As Cheryl Cox puts the finishing touches on her State of the City address, an unconfirmed report from an anonymous source suggests actor Charlie Sheen was contracted to write the Chula Vista mayor’s Tuesday evening speech. The following is an alleged excerpt from a draft copy.
Friends, Romans, sniveling trolls … ARE YOU KIDDING ME?
You have the unabashed gall to complain about cuts in library hours, no more recreation center dances for the geriatric set and graffiti that’s as ubiquitous as pink slips at City Hall, after you – yes, you open-mouthed imitation of an intellectual, I’m talking to you – wouldn’t pass a teensy tax increase that would have continued to support your bloated, entitled way of life?

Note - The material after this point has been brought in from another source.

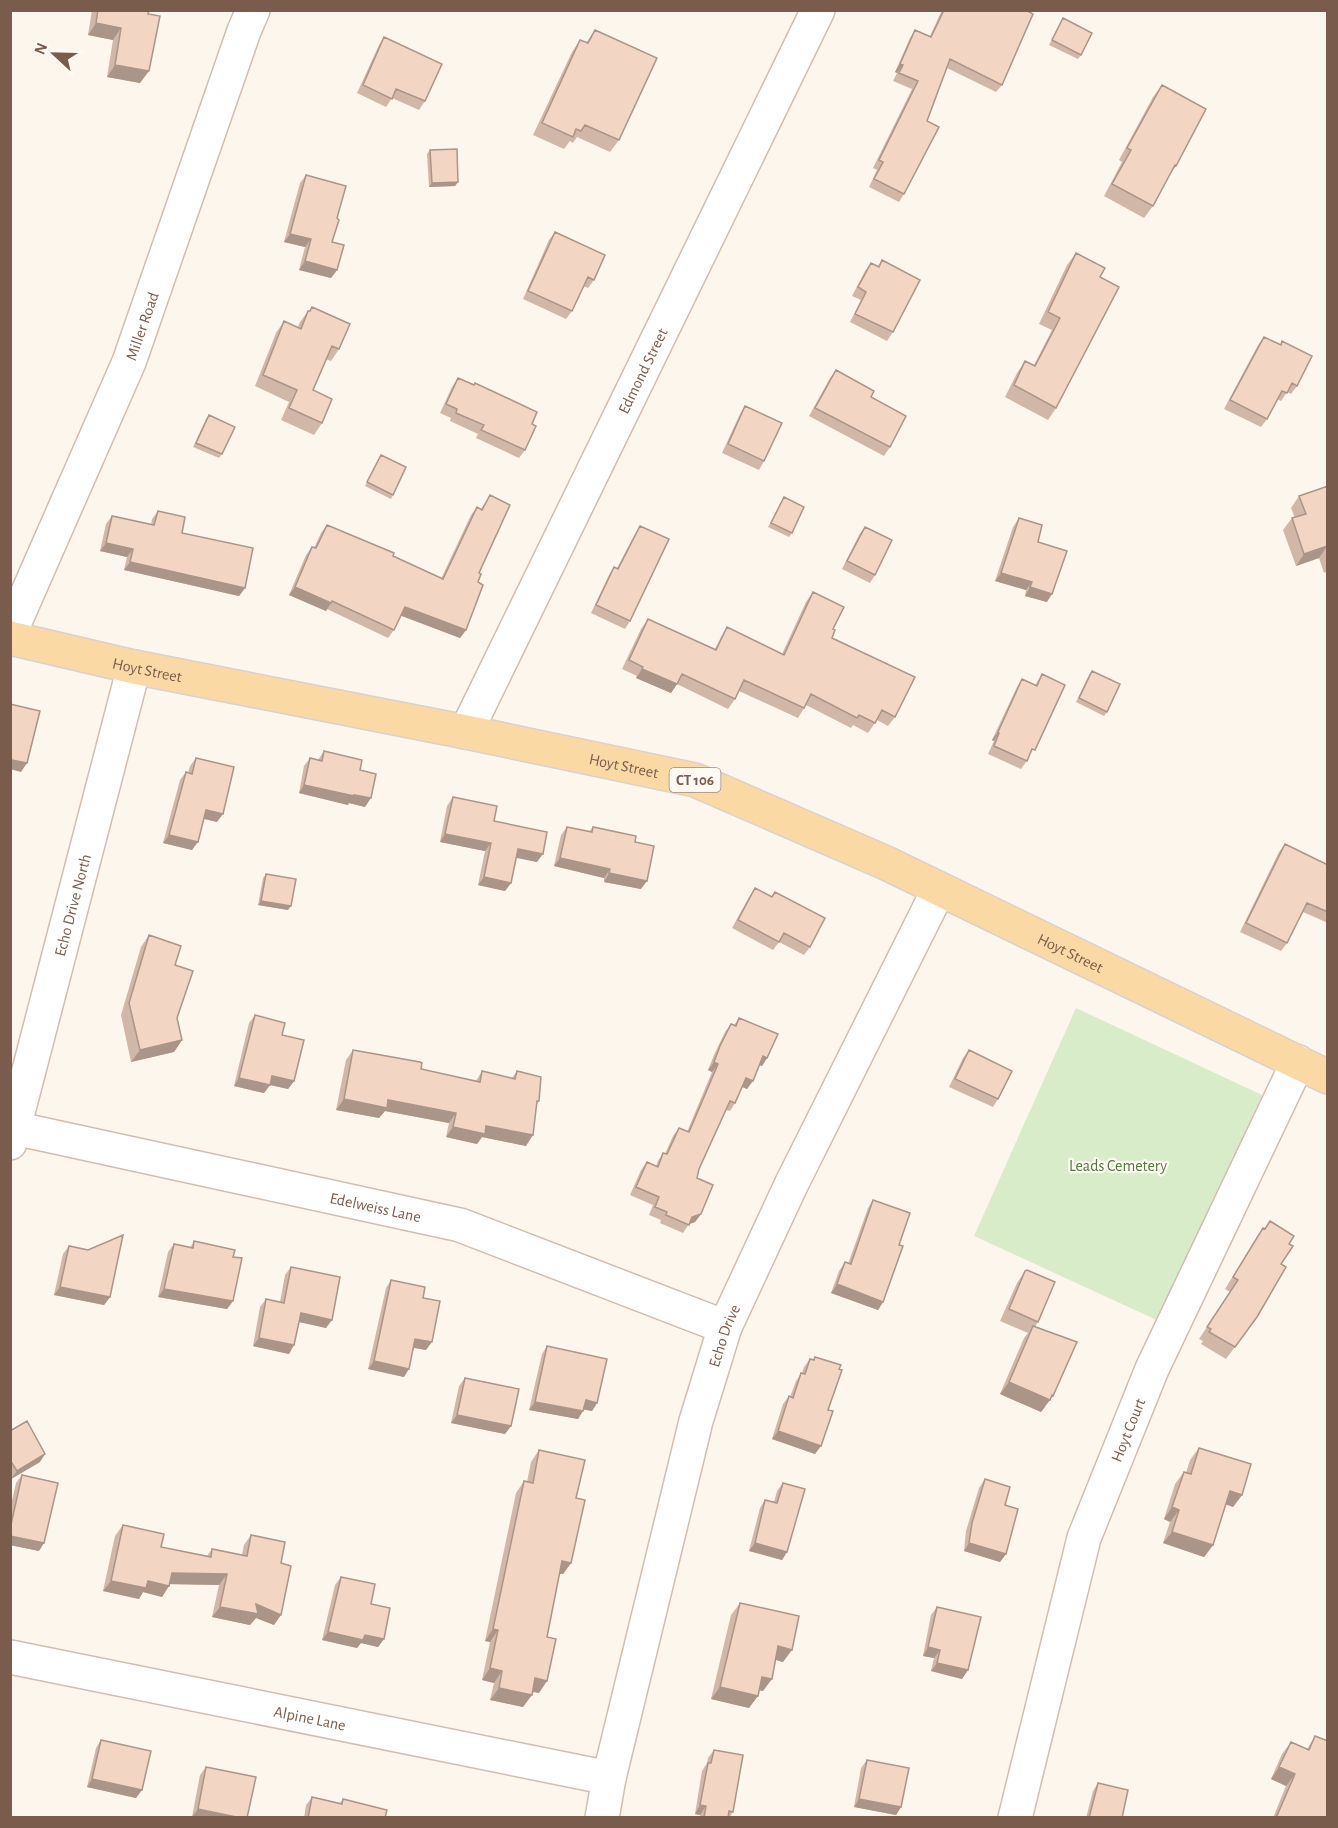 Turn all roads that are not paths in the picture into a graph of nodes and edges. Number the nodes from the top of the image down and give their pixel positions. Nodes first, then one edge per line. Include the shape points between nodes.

(Brandish machete from behind lectern, stare at crowd. DON’T BLINK.)
What did you think would happen if you weren’t willing to pay for city services? I told you there’d be cuts. Cuts! Cuts! Cuts! And there were. Duh! I cut everything I had to, except car allowances for executives and a raise for my staffer but they deserve their money because they are wizards like me. Do you get that? Like me. Illuminated divine geniuses! We need not eat of the vine of mere mortals.
But carry on, wayward son, carry on you big dum-dums. Whose fault is it, Steve Padilla, that you no longer are a port commissioner? Sobbing to the media that you felt blind-sided when the council, with the exception of your Sancho Panza Pamela Bensoussan, voted you out of office. Cry me a river. Boo-frickin’-hoo!
(Extinguish cigarette on tongue.)
You used to be mayor. You know how this game is played. You know you kiss who needs to be kissed when the moment comes. Judas!
Two words for you, my friend. Dave. Pieri.
Remember Dave Rowlands, your former city manager who on election night in 2006 suddenly found himself without your support and left the city?
Or developer Jim Pieri who had been operating under the impression that you supported his Espanada luxury homes idea, only to have you send your errand boys to force his project’s withdrawal? Karma is an assassin who lurks in the shadows waiting to grope you in the back.
What’s the state of the city? You’re screwed, working class plebeian. With no local job creation on the horizon, recovery will be slow and, in the meantime, you will tear each other to shreds trying to survive by not paying for the services you want.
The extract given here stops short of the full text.